[Given information]

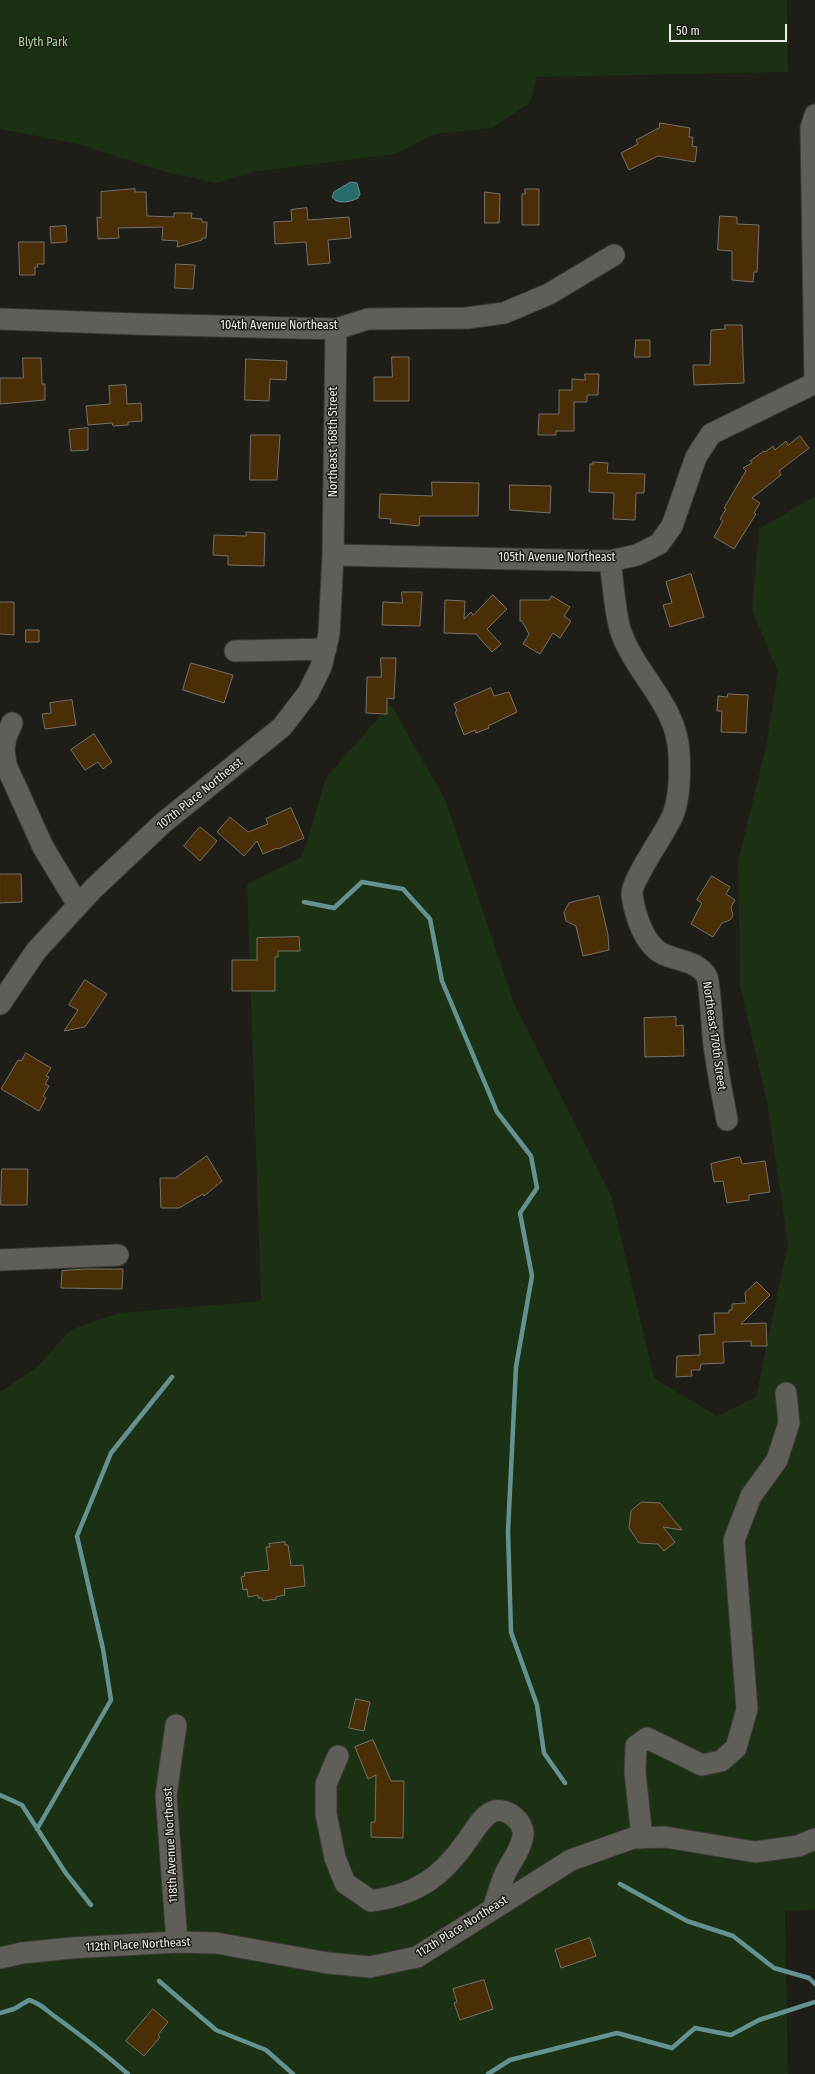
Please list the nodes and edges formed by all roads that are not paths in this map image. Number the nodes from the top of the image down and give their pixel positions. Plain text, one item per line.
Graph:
1 (815, 115) edge
2 (614, 255) dead end
3 (0, 319) edge
4 (336, 329) junction
5 (815, 383) edge
6 (333, 555) junction
7 (610, 561) junction
8 (326, 649) junction
9 (234, 651) dead end
10 (12, 723) dead end
11 (78, 905) junction
12 (0, 1004) edge
13 (728, 1120) dead end
14 (118, 1255) dead end
15 (0, 1260) edge
16 (786, 1393) dead end
17 (176, 1725) dead end
18 (338, 1756) dead end
19 (642, 1838) junction
20 (815, 1839) edge
21 (493, 1909) junction
22 (177, 1942) junction
23 (0, 1958) edge

1 - 5 street
2 - 4 street, 104th Avenue Northeast
3 - 4 street, 104th Avenue Northeast
4 - 6 street, Northeast 168th Street
5 - 7 street, 105th Avenue Northeast
6 - 7 street, 105th Avenue Northeast
6 - 8 street, 107th Place Northeast
7 - 13 street, Northeast 170th Street
8 - 9 street
8 - 11 street, 107th Place Northeast
10 - 11 street
11 - 12 street, 107th Place Northeast
14 - 15 street
16 - 19 street
17 - 22 street, 118th Avenue Northeast
18 - 21 street
19 - 20 street, 112th Place Northeast
19 - 21 street, 112th Place Northeast
21 - 22 street, 112th Place Northeast
22 - 23 street, 112th Place Northeast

[/Given information]

## Problem to work on
Please give the entries again word for word, without any pictures.

## Response area
Please list the nodes and edges formed by all roads that are not paths in this map image. Number the nodes from the top of the image down and give their pixel positions. Plain text, one item per line.
Graph:
1 (815, 115) edge
2 (614, 255) dead end
3 (0, 319) edge
4 (336, 329) junction
5 (815, 383) edge
6 (333, 555) junction
7 (610, 561) junction
8 (326, 649) junction
9 (234, 651) dead end
10 (12, 723) dead end
11 (78, 905) junction
12 (0, 1004) edge
13 (728, 1120) dead end
14 (118, 1255) dead end
15 (0, 1260) edge
16 (786, 1393) dead end
17 (176, 1725) dead end
18 (338, 1756) dead end
19 (642, 1838) junction
20 (815, 1839) edge
21 (493, 1909) junction
22 (177, 1942) junction
23 (0, 1958) edge

1 - 5 street
2 - 4 street, 104th Avenue Northeast
3 - 4 street, 104th Avenue Northeast
4 - 6 street, Northeast 168th Street
5 - 7 street, 105th Avenue Northeast
6 - 7 street, 105th Avenue Northeast
6 - 8 street, 107th Place Northeast
7 - 13 street, Northeast 170th Street
8 - 9 street
8 - 11 street, 107th Place Northeast
10 - 11 street
11 - 12 street, 107th Place Northeast
14 - 15 street
16 - 19 street
17 - 22 street, 118th Avenue Northeast
18 - 21 street
19 - 20 street, 112th Place Northeast
19 - 21 street, 112th Place Northeast
21 - 22 street, 112th Place Northeast
22 - 23 street, 112th Place Northeast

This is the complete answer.